1. Refine implementation of the Troubled Assets Relief Program and all of its scattershot acronym progeny - CPP, TALF, etc. while well intended from the outset in the face of a ballooning crisis, helped turn the markets into a basket case of uncertainty. What's needed is an equity-led recovery plan, the merits of which are outlined for taxpayers, recognized and used by strong banks as a means to fuel sustainable performance over the long term and welcomed by investors. Only then can the industry see stabilization.
2. Regulate the unregulated. The banking industry - already highly regulated - needs to apply pressure to regulators to focus on the unregulated, including mortgage brokers and investment banks. No-doc loans? Forget it. As for derivatives, they should be traded on an exchange.
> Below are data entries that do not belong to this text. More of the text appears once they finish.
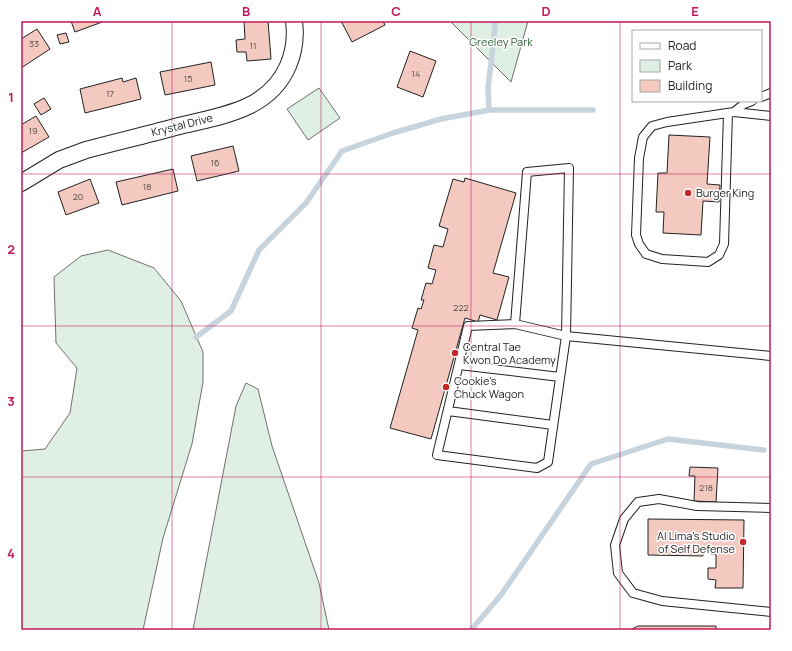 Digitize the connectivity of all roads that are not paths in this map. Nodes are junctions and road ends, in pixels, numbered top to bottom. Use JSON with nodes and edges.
{"nodes":[{"id":1,"x":294,"y":21,"type":"edge"},
{"id":2,"x":749,"y":102,"type":"edge"},
{"id":3,"x":731,"y":113,"type":"junction"},
{"id":4,"x":771,"y":116,"type":"edge"},
{"id":5,"x":21,"y":183,"type":"edge"},
{"id":6,"x":516,"y":324,"type":"junction"},
{"id":7,"x":566,"y":336,"type":"junction"},
{"id":8,"x":771,"y":356,"type":"edge"},
{"id":9,"x":459,"y":365,"type":"junction"},
{"id":10,"x":560,"y":377,"type":"junction"},
{"id":11,"x":448,"y":411,"type":"junction"},
{"id":12,"x":553,"y":425,"type":"junction"},
{"id":13,"x":771,"y":508,"type":"edge"},
{"id":14,"x":771,"y":612,"type":"edge"}],
"edges":[{"from":1,"to":5,"type":"street","name":"Krystal Drive"},
{"from":2,"to":3,"type":"lane"},
{"from":3,"to":3,"type":"lane"},
{"from":3,"to":4,"type":"lane"},
{"from":6,"to":7,"type":"lane"},
{"from":6,"to":7,"type":"lane"},
{"from":6,"to":9,"type":"lane"},
{"from":7,"to":8,"type":"lane"},
{"from":7,"to":10,"type":"lane"},
{"from":9,"to":10,"type":"lane"},
{"from":9,"to":11,"type":"lane"},
{"from":10,"to":12,"type":"lane"},
{"from":11,"to":12,"type":"lane"},
{"from":11,"to":12,"type":"lane"},
{"from":13,"to":14,"type":"lane"}]} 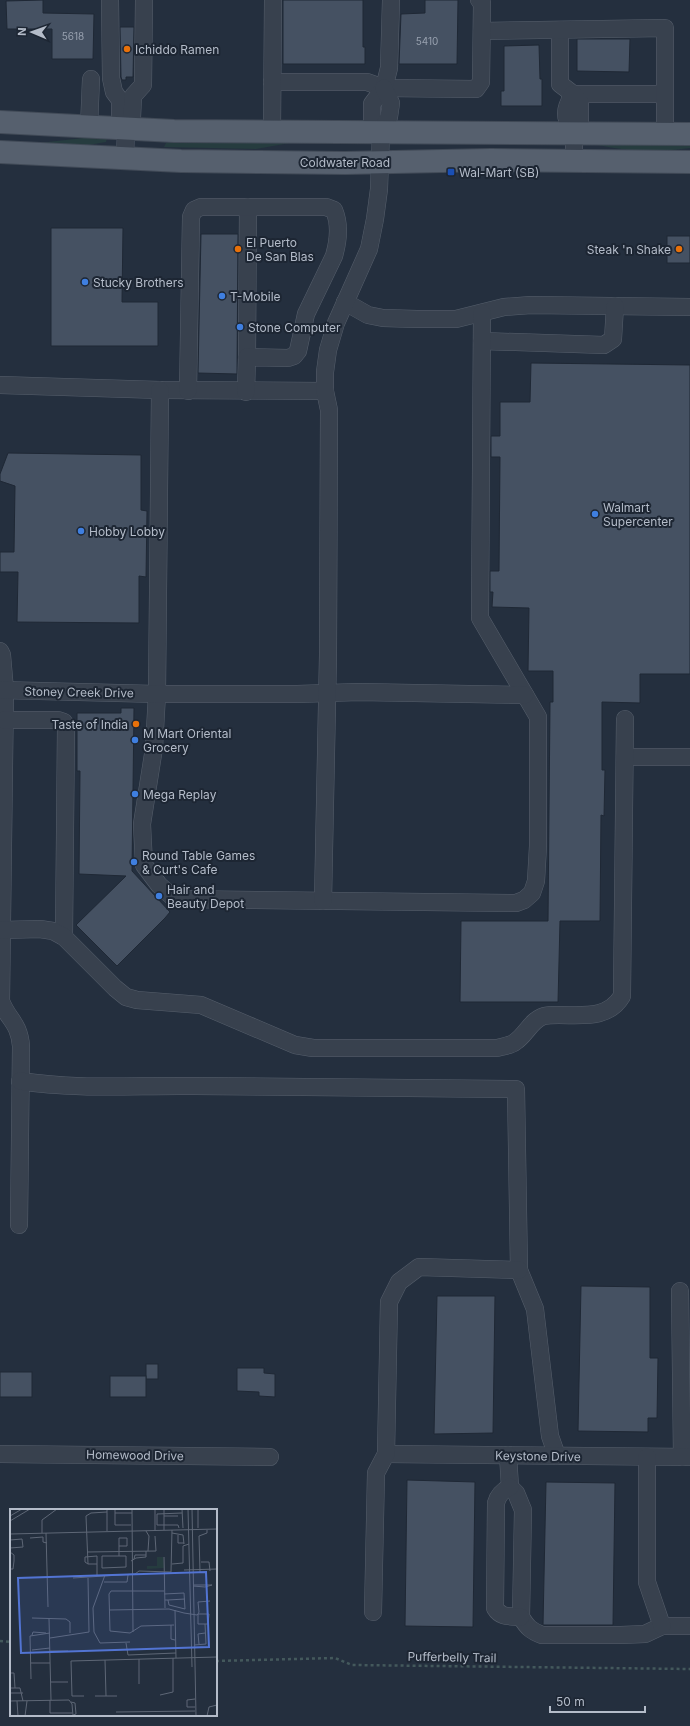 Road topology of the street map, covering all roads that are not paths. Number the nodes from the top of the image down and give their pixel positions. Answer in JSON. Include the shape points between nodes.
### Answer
{"nodes":[{"id":1,"x":110,"y":0,"type":"edge"},
{"id":2,"x":144,"y":0,"type":"edge"},
{"id":3,"x":273,"y":0,"type":"edge"},
{"id":4,"x":391,"y":0,"type":"edge"},
{"id":5,"x":479,"y":0,"type":"edge"},
{"id":6,"x":560,"y":30,"type":"junction"},
{"id":7,"x":482,"y":31,"type":"junction"},
{"id":8,"x":91,"y":79,"type":"dead end"},
{"id":9,"x":272,"y":82,"type":"junction"},
{"id":10,"x":384,"y":88,"type":"junction"},
{"id":11,"x":573,"y":94,"type":"junction"},
{"id":12,"x":664,"y":94,"type":"junction"},
{"id":13,"x":0,"y":122,"type":"edge"},
{"id":14,"x":89,"y":127,"type":"junction"},
{"id":15,"x":126,"y":129,"type":"junction"},
{"id":16,"x":272,"y":131,"type":"junction"},
{"id":17,"x":381,"y":132,"type":"junction"},
{"id":18,"x":520,"y":133,"type":"junction"},
{"id":19,"x":574,"y":133,"type":"junction"},
{"id":20,"x":665,"y":133,"type":"junction"},
{"id":21,"x":690,"y":134,"type":"edge"},
{"id":22,"x":0,"y":140,"type":"edge"},
{"id":23,"x":0,"y":152,"type":"edge"},
{"id":24,"x":125,"y":158,"type":"junction"},
{"id":25,"x":686,"y":159,"type":"edge"},
{"id":26,"x":491,"y":160,"type":"junction"},
{"id":27,"x":574,"y":161,"type":"junction"},
{"id":28,"x":260,"y":162,"type":"junction"},
{"id":29,"x":380,"y":162,"type":"junction"},
{"id":30,"x":248,"y":207,"type":"junction"},
{"id":31,"x":345,"y":302,"type":"junction"},
{"id":32,"x":615,"y":306,"type":"junction"},
{"id":33,"x":690,"y":307,"type":"edge"},
{"id":34,"x":482,"y":313,"type":"junction"},
{"id":35,"x":482,"y":341,"type":"junction"},
{"id":36,"x":247,"y":357,"type":"junction"},
{"id":37,"x":0,"y":385,"type":"edge"},
{"id":38,"x":160,"y":390,"type":"junction"},
{"id":39,"x":188,"y":391,"type":"junction"},
{"id":40,"x":325,"y":391,"type":"junction"},
{"id":41,"x":246,"y":392,"type":"junction"},
{"id":42,"x":0,"y":651,"type":"edge"},
{"id":43,"x":2,"y":690,"type":"edge"},
{"id":44,"x":326,"y":693,"type":"junction"},
{"id":45,"x":157,"y":694,"type":"junction"},
{"id":46,"x":525,"y":695,"type":"junction"},
{"id":47,"x":625,"y":719,"type":"dead end"},
{"id":48,"x":4,"y":720,"type":"junction"},
{"id":49,"x":626,"y":757,"type":"junction"},
{"id":50,"x":690,"y":757,"type":"edge"},
{"id":51,"x":323,"y":901,"type":"junction"},
{"id":52,"x":2,"y":930,"type":"junction"},
{"id":53,"x":64,"y":937,"type":"junction"},
{"id":54,"x":0,"y":1001,"type":"edge"},
{"id":55,"x":20,"y":1081,"type":"junction"},
{"id":56,"x":19,"y":1225,"type":"dead end"},
{"id":57,"x":519,"y":1270,"type":"junction"},
{"id":58,"x":680,"y":1291,"type":"dead end"},
{"id":59,"x":0,"y":1454,"type":"edge"},
{"id":60,"x":386,"y":1454,"type":"junction"},
{"id":61,"x":508,"y":1455,"type":"junction"},
{"id":62,"x":270,"y":1456,"type":"dead end"},
{"id":63,"x":557,"y":1456,"type":"junction"},
{"id":64,"x":647,"y":1457,"type":"junction"},
{"id":65,"x":686,"y":1457,"type":"edge"},
{"id":66,"x":510,"y":1487,"type":"junction"},
{"id":67,"x":373,"y":1612,"type":"dead end"},
{"id":68,"x":521,"y":1617,"type":"junction"},
{"id":69,"x":662,"y":1626,"type":"junction"},
{"id":70,"x":690,"y":1626,"type":"edge"}],
"edges":[{"from":1,"to":15,"type":"street","via":[[111,78],[114,92],[120,100],[120,114]]},
{"from":2,"to":15,"type":"street","via":[[143,85],[133,96],[132,118]]},
{"from":3,"to":9,"type":"street"},
{"from":4,"to":10,"type":"street","via":[[389,68]]},
{"from":5,"to":7,"type":"street","via":[[482,2]]},
{"from":6,"to":7,"type":"street"},
{"from":6,"to":11,"type":"street","via":[[560,84]]},
{"from":6,"to":12,"type":"street","via":[[665,28]]},
{"from":7,"to":10,"type":"street","via":[[481,82],[476,90]]},
{"from":8,"to":14,"type":"street"},
{"from":9,"to":10,"type":"street","via":[[367,82]]},
{"from":9,"to":16,"type":"street"},
{"from":10,"to":17,"type":"street","via":[[391,103],[389,117]]},
{"from":11,"to":12,"type":"street"},
{"from":11,"to":19,"type":"street","via":[[580,104],[580,122]]},
{"from":12,"to":20,"type":"street"},
{"from":13,"to":14,"type":"main road"},
{"from":14,"to":15,"type":"main road"},
{"from":14,"to":22,"type":"main road","via":[[80,134],[21,141]]},
{"from":15,"to":16,"type":"main road"},
{"from":15,"to":24,"type":"street"},
{"from":16,"to":17,"type":"main road"},
{"from":17,"to":18,"type":"main road"},
{"from":17,"to":28,"type":"main road","via":[[360,142],[318,142],[270,152]]},
{"from":17,"to":29,"type":"street"},
{"from":18,"to":19,"type":"main road"},
{"from":18,"to":29,"type":"main road","via":[[512,139],[473,145],[406,147]]},
{"from":19,"to":20,"type":"main road"},
{"from":19,"to":26,"type":"main road","via":[[557,144],[534,144],[496,152]]},
{"from":19,"to":27,"type":"street"},
{"from":20,"to":21,"type":"main road"},
{"from":23,"to":24,"type":"main road","name":"Coldwater Road"},
{"from":24,"to":28,"type":"main road","name":"Coldwater Road"},
{"from":25,"to":27,"type":"main road","name":"Coldwater Road"},
{"from":26,"to":27,"type":"main road","name":"Coldwater Road"},
{"from":26,"to":29,"type":"main road","name":"Coldwater Road"},
{"from":28,"to":29,"type":"main road","name":"Coldwater Road"},
{"from":29,"to":31,"type":"street","via":[[375,219],[369,249]]},
{"from":30,"to":36,"type":"street"},
{"from":30,"to":36,"type":"street","via":[[326,207],[334,210],[337,218],[334,256],[306,314],[298,350],[294,356],[288,358]]},
{"from":30,"to":39,"type":"street","via":[[201,207],[194,210],[191,217]]},
{"from":31,"to":34,"type":"street","via":[[368,315],[383,318],[456,319]]},
{"from":31,"to":40,"type":"street","via":[[328,350]]},
{"from":32,"to":33,"type":"street"},
{"from":32,"to":34,"type":"street","via":[[531,305],[504,307]]},
{"from":32,"to":35,"type":"street","via":[[613,339],[604,345]]},
{"from":34,"to":35,"type":"street"},
{"from":35,"to":46,"type":"street","via":[[480,618]]},
{"from":36,"to":41,"type":"street"},
{"from":37,"to":38,"type":"street"},
{"from":38,"to":39,"type":"street"},
{"from":38,"to":45,"type":"street"},
{"from":39,"to":41,"type":"street"},
{"from":40,"to":41,"type":"street"},
{"from":40,"to":44,"type":"street","via":[[329,410]]},
{"from":42,"to":43,"type":"street"},
{"from":43,"to":45,"type":"street","name":"Stoney Creek Drive"},
{"from":43,"to":48,"type":"street"},
{"from":44,"to":45,"type":"street","name":"Stoney Creek Drive"},
{"from":44,"to":46,"type":"street","name":"Stoney Creek Drive"},
{"from":44,"to":51,"type":"street"},
{"from":45,"to":51,"type":"street","via":[[154,748],[142,824],[144,865],[150,875],[175,899]]},
{"from":46,"to":51,"type":"street","via":[[538,717],[538,846],[536,881],[532,893],[516,903]]},
{"from":47,"to":49,"type":"street"},
{"from":48,"to":52,"type":"street"},
{"from":48,"to":53,"type":"street","via":[[58,720],[66,726]]},
{"from":49,"to":50,"type":"street"},
{"from":49,"to":53,"type":"street","via":[[622,996],[617,1005],[607,1011],[595,1014],[545,1016],[536,1020],[514,1043],[498,1048],[313,1048],[295,1045],[201,1005],[126,997]]},
{"from":52,"to":53,"type":"street","via":[[40,929],[53,931]]},
{"from":52,"to":54,"type":"street"},
{"from":54,"to":55,"type":"street","via":[[20,1033]]},
{"from":55,"to":56,"type":"street"},
{"from":55,"to":57,"type":"street","via":[[49,1086],[86,1087],[516,1089]]},
{"from":57,"to":60,"type":"street","via":[[419,1267],[399,1282],[389,1302]]},
{"from":57,"to":63,"type":"street","via":[[535,1309],[550,1436]]},
{"from":58,"to":65,"type":"street"},
{"from":59,"to":62,"type":"street","name":"Homewood Drive"},
{"from":60,"to":61,"type":"street","name":"Keystone Drive"},
{"from":60,"to":67,"type":"street","via":[[376,1473]]},
{"from":61,"to":63,"type":"street","name":"Keystone Drive"},
{"from":61,"to":66,"type":"street"},
{"from":63,"to":64,"type":"street","name":"Keystone Drive"},
{"from":64,"to":65,"type":"street","name":"Keystone Drive"},
{"from":64,"to":69,"type":"street","via":[[647,1582]]},
{"from":66,"to":68,"type":"street","via":[[516,1493],[523,1510]]},
{"from":66,"to":68,"type":"street","via":[[500,1494],[496,1504],[495,1608],[503,1616]]},
{"from":68,"to":69,"type":"street","via":[[526,1626],[542,1635],[621,1636],[645,1634]]},
{"from":69,"to":70,"type":"street"}]} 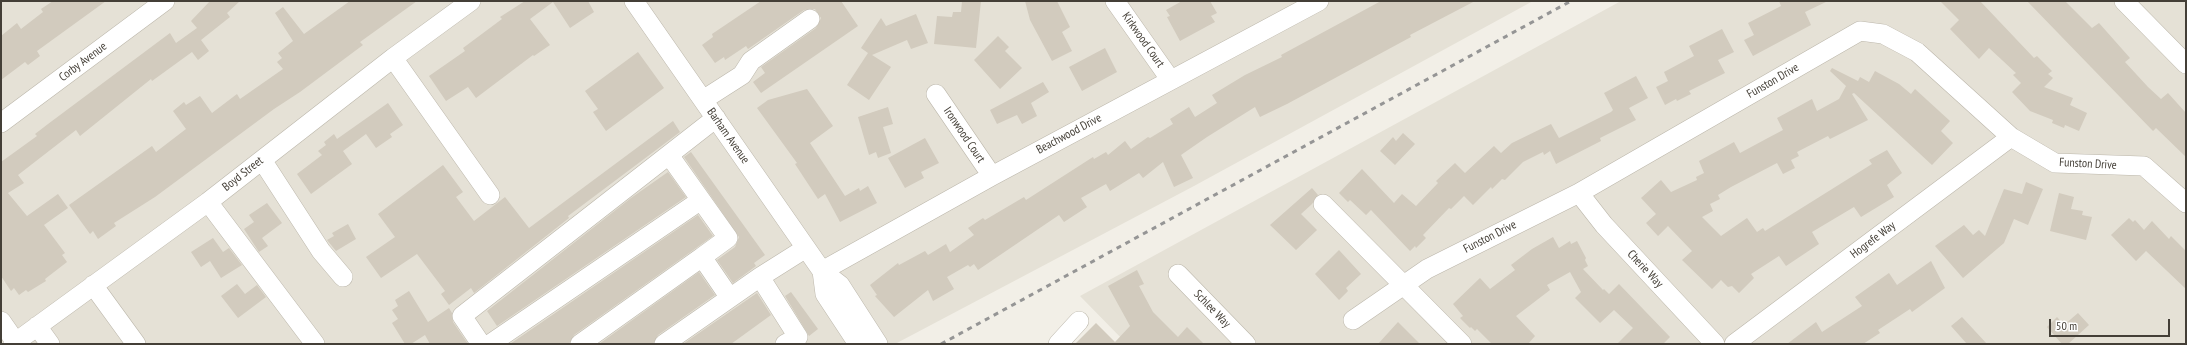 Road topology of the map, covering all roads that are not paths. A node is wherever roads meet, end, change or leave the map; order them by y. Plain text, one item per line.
1 (165, 1) edge
2 (471, 1) edge
3 (634, 1) edge
4 (1115, 1) edge
5 (1319, 1) edge
6 (2124, 1) edge
7 (810, 19) dead end
8 (393, 58) junction
9 (2186, 64) edge
10 (1170, 79) junction
11 (936, 94) dead end
12 (703, 100) junction
13 (716, 118) junction
14 (1, 122) edge
15 (2011, 137) junction
16 (669, 155) junction
17 (262, 160) junction
18 (992, 176) junction
19 (1579, 193) junction
20 (490, 195) dead end
21 (701, 200) junction
22 (208, 202) junction
23 (2186, 203) edge
24 (1323, 204) dead end
25 (806, 248) junction
26 (702, 257) junction
27 (822, 272) junction
28 (1178, 274) dead end
29 (343, 277) dead end
30 (760, 277) junction
31 (93, 285) junction
32 (1404, 285) junction
33 (730, 298) junction
34 (1353, 320) dead end
35 (1, 321) edge
36 (1079, 321) dead end
37 (38, 326) junction
38 (870, 341) edge
39 (15, 343) edge
40 (50, 344) edge
41 (136, 344) edge
42 (315, 344) edge
43 (481, 344) edge
44 (490, 344) edge
45 (580, 344) edge
46 (664, 344) edge
47 (785, 344) edge
48 (1058, 344) edge
49 (1246, 344) edge
50 (1462, 344) edge
51 (1715, 344) edge
52 (1734, 344) edge

1 - 14 street, Corby Avenue
2 - 8 street, Boyd Street
3 - 12 street, Barham Avenue
4 - 10 street, Kirkwood Court
5 - 10 street, Beachwood Drive
6 - 9 street
7 - 12 street
8 - 17 street, Boyd Street
8 - 20 street
10 - 18 street, Beachwood Drive
11 - 18 street, Ironwood Court
12 - 13 street, Barham Avenue
13 - 16 street
13 - 25 street, Barham Avenue
15 - 19 street, Funston Drive
15 - 23 street, Funston Drive
15 - 52 street, Hogrefe Way
16 - 21 street
16 - 43 street
17 - 22 street, Boyd Street
17 - 29 street
18 - 27 street, Beachwood Drive
19 - 32 street, Funston Drive
19 - 51 street, Cherie Way
21 - 26 street
21 - 44 street
22 - 31 street, Boyd Street
22 - 42 street
24 - 32 street
25 - 27 street, Barham Avenue
25 - 30 street
26 - 33 street
26 - 45 street
27 - 38 street, Barham Avenue
28 - 49 street, Schlee Way
30 - 33 street
30 - 47 street
31 - 37 street, Boyd Street
31 - 41 street
32 - 34 street, Funston Drive
32 - 50 street
33 - 46 street
35 - 39 street
36 - 48 street
37 - 39 street, Boyd Street
37 - 40 street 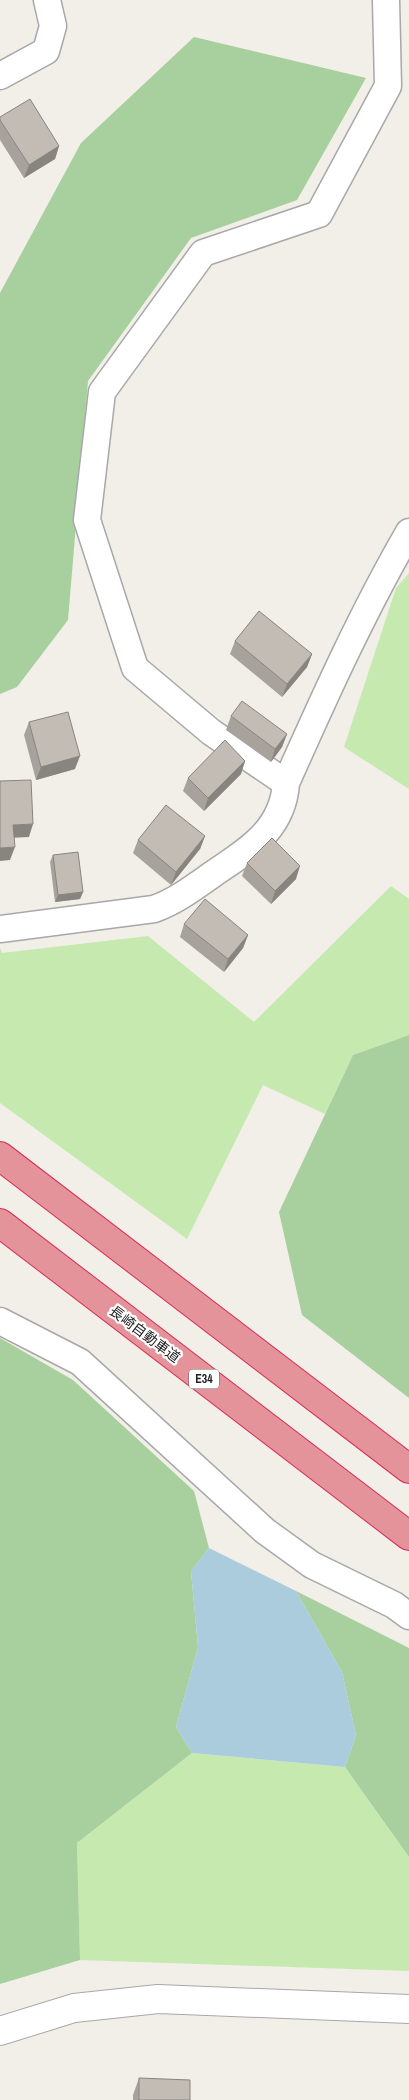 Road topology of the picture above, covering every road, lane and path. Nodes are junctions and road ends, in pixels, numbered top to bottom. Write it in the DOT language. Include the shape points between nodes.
graph roads {
  1 [pos="47,0"];
  2 [pos="386,0"];
  3 [pos="0,76"];
  4 [pos="409,532"];
  5 [pos="286,783"];
  6 [pos="0,930"];
  7 [pos="0,1156"];
  8 [pos="0,1223"];
  9 [pos="0,1321"];
  10 [pos="409,1469"];
  11 [pos="409,1536"];
  12 [pos="409,1616"];
  13 [pos="409,2009"];
  14 [pos="0,2031"];
  1 -- 3 [label="street" via="53,26 46,51"];
  2 -- 5 [label="street" via="388,86 319,214 202,253 102,392 87,520 135,668 211,732"];
  4 -- 5 [label="street" via="330,684"];
  5 -- 6 [label="street" via="285,800 273,825 255,846 174,901 154,909"];
  7 -- 10 [label="highway"];
  8 -- 11 [label="highway, 長崎自動車道 / E34"];
  9 -- 12 [label="street" via="80,1362 265,1531 312,1565 394,1605"];
  13 -- 14 [label="street" via="158,2000 74,2008"];
}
Price transparency will follow. Fast-track clearinghouses for credit default swaps, and mandate that all CDS holders/issuers participate. Then draw up exchange contracts for CDS.
Yes, there will be more regulation. But what is politically delightful is often dreadful in the end. Remember when the chart lines were all pointing up? That brought on the Great Deregulation. Now some critics want a cop for every spreadsheet. Make the new rules simple and fair, but make sure they apply to all.
3. Take on mark-to-market accounting. The Emergency Economic Stabilization Act of 2008 required The Securities and Exchange Commission, the Federal Reserve, and the Treasury Department to study the ramifications of mark-to-market standards "on a financial institution's balance sheet [and] the impacts of such accounting on bank failures," among other things. The SEC welcomed "feedback at any time from investors, financial institutions, auditors and others."
The report to Congress is due this month, but the drive to unseat this onerous convention must continue in earnest. Why? Mark-to-market accounting ranks toward the bottom of the list when it comes to how to accurately price anything.